Add w parameter to progressive_val_score and iter_progressive_val_score#1762
Add w parameter to progressive_val_score and iter_progressive_val_score#1762satishkc7 wants to merge 7 commits intoonline-ml:mainfrom
Conversation
Exposes the sample weight parameter w to the progressive validation evaluation functions so users can pass instance weights when calling learn_one. The parameter defaults to 1.0 to preserve existing behavior. Closes online-ml#1502
Use inspect.signature to check once before the evaluation loop whether the model's learn_one accepts a w parameter. Only pass w=w when the model supports it, so models without a w argument (e.g. AMFClassifier) are not broken.
|
Hey there! I'm not sure I follow. When would it be useful to always use the same weight for each sample? Wouldn't it be more practical if the |
|
That's a great point; a static weight for all samples isn't very useful. Would the right approach be to have the dataset yield (x, y, w) tuples where w is a per-sample float? Or did you have a different pattern in mind? Happy to update the PR accordingly. |
|
Yes that's what I have in mind. Though I'm not exactly what the API would look like. But you can take a stab at it! May I ask why you opened this PR in the first place? Do you have a usecase? |
|
The use case I had in mind is datasets where samples have unequal importance, e.g. time-decayed weighting or class imbalance where minority samples should count more in the metric. I'll prototype the (x, y, w) approach where the dataset optionally yields a third element and progressive_val_score detects and passes it through to the metric's update call. I'll update the PR once I have something working! |
|
Thanks for the details. I was curious whether you had a real-life usecase available too :) |
… validation Replace the static w=1.0 parameter with per-sample weight support. The dataset can now yield (x, y, w) triples instead of (x, y) pairs. Weights are extracted before passing to simulate_qa and forwarded to learn_one for models that accept a w parameter. - Remove static w param from _progressive_validation, iter_progressive_val_score, and progressive_val_score - Add _iter_dataset() wrapper that detects (x, y, w) triples and stores sample_weights keyed by simulate_qa's sample index - Add Notes section to docstrings explaining the (x, y, w) API - Add tests/test_progressive_validation_weights.py with 4 tests covering plain pairs, weighted triples, mixed input, and models without w param Closes online-ml#1502
|
Done! Here's the approach I went with: API: No new parameters were added to Example: from river import datasets, evaluate, linear_model, metrics, preprocessing
model = preprocessing.StandardScaler() | linear_model.LogisticRegression()

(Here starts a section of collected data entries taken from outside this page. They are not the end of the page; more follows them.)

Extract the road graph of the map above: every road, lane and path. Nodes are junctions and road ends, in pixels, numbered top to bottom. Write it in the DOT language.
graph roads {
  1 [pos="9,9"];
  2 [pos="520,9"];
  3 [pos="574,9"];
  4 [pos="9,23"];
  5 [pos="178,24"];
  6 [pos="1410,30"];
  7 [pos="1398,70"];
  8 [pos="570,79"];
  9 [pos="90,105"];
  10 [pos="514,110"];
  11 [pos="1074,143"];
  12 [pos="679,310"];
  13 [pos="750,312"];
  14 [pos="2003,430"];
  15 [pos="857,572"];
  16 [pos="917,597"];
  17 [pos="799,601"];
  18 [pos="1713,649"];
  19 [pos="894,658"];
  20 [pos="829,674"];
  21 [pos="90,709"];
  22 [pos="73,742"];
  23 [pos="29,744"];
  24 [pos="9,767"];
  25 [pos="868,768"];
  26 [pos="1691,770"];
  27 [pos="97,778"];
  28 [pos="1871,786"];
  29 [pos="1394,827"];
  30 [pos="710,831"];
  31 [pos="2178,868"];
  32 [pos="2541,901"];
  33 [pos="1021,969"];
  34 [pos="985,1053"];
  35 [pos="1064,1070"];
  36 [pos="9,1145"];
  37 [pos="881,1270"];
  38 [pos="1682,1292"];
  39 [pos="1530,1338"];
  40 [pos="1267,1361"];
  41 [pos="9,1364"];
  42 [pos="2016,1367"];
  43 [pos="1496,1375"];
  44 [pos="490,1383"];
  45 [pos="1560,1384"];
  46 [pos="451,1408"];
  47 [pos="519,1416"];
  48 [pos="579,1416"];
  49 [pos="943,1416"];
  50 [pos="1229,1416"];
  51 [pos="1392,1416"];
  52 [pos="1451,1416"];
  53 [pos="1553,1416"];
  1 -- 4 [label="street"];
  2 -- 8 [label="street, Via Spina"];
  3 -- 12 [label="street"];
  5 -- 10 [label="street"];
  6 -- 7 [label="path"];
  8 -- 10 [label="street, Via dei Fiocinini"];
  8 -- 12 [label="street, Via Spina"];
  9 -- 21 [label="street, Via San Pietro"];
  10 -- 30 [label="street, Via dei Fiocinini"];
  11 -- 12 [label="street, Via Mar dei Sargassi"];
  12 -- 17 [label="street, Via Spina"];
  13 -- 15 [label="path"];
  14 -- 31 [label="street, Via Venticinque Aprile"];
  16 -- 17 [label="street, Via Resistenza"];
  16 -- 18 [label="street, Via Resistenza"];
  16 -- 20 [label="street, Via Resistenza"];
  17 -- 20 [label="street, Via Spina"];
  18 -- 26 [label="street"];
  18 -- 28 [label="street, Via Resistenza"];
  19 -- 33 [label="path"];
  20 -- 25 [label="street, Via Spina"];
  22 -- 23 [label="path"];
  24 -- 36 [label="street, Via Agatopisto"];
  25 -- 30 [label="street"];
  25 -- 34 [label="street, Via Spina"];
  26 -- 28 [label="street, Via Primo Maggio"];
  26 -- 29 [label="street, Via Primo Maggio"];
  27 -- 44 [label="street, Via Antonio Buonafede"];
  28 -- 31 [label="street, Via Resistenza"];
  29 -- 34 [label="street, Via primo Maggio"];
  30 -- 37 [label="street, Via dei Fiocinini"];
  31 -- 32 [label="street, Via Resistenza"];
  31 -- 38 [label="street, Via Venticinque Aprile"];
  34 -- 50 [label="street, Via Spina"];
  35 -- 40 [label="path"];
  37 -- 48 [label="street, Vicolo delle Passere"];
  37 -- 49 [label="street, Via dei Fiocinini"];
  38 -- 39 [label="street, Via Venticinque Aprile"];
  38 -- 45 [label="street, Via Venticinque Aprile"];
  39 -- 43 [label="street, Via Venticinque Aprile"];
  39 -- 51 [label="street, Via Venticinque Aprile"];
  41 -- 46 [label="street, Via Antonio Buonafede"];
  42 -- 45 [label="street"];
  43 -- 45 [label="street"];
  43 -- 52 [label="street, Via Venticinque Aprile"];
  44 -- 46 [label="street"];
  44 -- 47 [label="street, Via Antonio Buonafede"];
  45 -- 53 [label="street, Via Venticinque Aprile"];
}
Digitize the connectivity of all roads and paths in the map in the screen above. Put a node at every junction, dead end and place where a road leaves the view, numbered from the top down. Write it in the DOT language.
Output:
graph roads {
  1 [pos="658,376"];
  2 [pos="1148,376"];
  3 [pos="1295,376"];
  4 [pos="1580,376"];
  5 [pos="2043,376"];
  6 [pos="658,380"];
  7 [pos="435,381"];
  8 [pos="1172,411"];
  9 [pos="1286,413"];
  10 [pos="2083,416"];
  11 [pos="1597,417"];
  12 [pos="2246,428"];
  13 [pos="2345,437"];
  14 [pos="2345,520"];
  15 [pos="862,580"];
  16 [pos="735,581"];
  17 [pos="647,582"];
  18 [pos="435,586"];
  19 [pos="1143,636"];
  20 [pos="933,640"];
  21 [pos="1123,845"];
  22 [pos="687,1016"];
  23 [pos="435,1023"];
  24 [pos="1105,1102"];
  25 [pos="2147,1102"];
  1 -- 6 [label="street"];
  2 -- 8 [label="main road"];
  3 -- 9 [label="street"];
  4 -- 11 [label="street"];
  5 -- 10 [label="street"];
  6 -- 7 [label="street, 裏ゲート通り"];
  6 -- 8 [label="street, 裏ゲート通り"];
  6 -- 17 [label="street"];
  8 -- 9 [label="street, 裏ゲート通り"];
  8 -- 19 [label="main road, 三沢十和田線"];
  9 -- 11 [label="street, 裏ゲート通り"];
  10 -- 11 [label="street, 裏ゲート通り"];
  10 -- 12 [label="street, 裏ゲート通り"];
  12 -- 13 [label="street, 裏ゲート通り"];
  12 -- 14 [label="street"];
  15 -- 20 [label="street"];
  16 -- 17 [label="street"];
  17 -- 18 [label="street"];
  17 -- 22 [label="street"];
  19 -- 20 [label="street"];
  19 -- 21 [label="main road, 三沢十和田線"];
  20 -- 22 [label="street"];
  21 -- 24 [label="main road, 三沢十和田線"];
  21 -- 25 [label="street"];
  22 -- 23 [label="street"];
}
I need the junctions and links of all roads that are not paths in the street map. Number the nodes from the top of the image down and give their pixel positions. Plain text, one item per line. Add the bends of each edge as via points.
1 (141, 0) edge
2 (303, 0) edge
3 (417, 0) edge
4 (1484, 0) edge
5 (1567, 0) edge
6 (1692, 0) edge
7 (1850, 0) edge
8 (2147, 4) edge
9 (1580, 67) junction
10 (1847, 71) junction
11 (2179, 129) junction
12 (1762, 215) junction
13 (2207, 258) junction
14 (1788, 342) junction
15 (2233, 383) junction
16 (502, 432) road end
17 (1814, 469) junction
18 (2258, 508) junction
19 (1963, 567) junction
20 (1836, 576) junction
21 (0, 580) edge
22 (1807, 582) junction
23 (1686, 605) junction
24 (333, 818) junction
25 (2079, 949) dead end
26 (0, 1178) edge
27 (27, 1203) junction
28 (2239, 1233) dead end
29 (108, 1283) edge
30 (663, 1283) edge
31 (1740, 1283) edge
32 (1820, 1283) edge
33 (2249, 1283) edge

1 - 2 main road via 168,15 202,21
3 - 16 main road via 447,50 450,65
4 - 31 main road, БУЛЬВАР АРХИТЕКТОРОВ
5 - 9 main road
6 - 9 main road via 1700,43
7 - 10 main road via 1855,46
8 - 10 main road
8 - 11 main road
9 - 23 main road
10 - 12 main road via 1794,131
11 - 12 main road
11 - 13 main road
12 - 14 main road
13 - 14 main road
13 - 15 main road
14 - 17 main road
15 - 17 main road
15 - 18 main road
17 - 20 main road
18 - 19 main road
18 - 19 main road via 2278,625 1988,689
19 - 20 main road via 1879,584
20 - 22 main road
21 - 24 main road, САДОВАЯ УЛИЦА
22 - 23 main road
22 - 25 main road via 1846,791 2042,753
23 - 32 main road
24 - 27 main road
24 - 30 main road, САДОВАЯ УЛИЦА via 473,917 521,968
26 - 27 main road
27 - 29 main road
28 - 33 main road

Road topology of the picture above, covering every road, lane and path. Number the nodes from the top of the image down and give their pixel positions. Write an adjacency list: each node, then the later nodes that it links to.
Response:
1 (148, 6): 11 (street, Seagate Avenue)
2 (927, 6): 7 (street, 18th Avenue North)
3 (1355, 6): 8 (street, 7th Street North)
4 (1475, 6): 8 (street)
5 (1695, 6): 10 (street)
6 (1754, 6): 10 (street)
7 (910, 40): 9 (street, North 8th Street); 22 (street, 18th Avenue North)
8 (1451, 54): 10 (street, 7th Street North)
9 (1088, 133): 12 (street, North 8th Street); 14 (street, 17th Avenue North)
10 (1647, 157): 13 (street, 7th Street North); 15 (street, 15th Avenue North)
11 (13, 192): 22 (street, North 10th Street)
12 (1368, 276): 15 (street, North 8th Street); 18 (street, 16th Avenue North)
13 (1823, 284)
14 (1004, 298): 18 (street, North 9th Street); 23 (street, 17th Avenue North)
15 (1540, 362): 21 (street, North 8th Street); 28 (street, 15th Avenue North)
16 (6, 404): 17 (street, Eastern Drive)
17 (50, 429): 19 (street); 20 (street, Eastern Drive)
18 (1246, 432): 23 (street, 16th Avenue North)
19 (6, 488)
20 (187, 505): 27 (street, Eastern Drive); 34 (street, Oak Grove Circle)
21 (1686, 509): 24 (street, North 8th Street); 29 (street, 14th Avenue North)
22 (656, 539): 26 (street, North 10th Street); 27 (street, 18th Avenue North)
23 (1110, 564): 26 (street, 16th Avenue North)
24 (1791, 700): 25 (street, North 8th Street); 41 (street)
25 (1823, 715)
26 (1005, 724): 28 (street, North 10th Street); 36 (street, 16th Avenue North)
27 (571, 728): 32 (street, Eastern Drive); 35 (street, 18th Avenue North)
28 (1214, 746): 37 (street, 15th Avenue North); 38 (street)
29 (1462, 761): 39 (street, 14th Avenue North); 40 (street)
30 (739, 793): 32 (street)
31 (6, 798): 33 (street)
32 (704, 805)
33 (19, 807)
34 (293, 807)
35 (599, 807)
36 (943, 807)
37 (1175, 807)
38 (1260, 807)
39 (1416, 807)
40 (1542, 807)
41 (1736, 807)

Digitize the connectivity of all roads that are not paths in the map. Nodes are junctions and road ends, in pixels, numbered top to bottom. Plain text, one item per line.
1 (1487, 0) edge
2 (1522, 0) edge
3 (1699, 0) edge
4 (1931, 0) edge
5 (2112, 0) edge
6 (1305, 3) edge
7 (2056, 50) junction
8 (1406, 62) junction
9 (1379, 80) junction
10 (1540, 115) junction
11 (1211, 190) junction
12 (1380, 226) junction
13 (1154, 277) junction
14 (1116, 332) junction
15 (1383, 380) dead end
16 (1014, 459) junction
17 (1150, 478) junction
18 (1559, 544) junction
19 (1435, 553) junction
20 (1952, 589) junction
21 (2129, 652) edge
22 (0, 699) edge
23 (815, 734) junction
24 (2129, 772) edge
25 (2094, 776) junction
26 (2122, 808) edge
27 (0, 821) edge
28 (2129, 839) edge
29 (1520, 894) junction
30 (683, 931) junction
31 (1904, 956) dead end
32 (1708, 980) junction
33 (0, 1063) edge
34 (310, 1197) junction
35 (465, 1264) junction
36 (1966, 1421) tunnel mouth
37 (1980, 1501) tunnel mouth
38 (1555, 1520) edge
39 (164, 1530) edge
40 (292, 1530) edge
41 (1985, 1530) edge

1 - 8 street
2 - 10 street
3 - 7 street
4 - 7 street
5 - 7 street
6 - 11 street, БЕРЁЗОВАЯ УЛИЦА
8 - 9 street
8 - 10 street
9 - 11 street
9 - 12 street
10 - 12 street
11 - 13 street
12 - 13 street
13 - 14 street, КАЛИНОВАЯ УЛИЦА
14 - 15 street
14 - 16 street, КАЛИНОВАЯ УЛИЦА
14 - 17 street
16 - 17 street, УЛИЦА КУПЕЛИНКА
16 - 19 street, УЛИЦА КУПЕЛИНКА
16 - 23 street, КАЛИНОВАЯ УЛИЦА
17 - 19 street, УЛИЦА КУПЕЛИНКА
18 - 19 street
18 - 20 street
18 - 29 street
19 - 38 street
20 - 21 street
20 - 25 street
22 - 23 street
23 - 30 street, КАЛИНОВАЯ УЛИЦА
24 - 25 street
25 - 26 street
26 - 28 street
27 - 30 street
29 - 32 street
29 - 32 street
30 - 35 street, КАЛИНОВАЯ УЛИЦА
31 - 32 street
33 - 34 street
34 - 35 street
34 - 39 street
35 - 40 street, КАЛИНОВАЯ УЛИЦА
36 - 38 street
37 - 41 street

# Wrap a dataset to yield (x, y, w) triples with time-decayed weights
def decayed_phishing():
dataset = list(datasets.Phishing())
n = len(dataset)
for i, (x, y) in enumerate(dataset):
w = (i + 1) / n # later samples get higher weight
yield x, y, w
evaluate.progressive_val_score(
model=model,
dataset=decayed_phishing(),
metric=metrics.ROCAUC(),
print_every=200,
)Implementation details:
Added 4 unit tests in |
JiwaniZakir
left a comment
There was a problem hiding this comment.
The sample_weights dict in _progressive_validation is populated for every sample in _iter_dataset() but only cleared via pop on line ~110 when use_label is True. In delayed or look-ahead scenarios where many samples are queued before answers arrive, this dict can grow to hold the entire dataset in memory with no upper bound — worth either documenting the memory implication or using a collections.deque/bounded structure.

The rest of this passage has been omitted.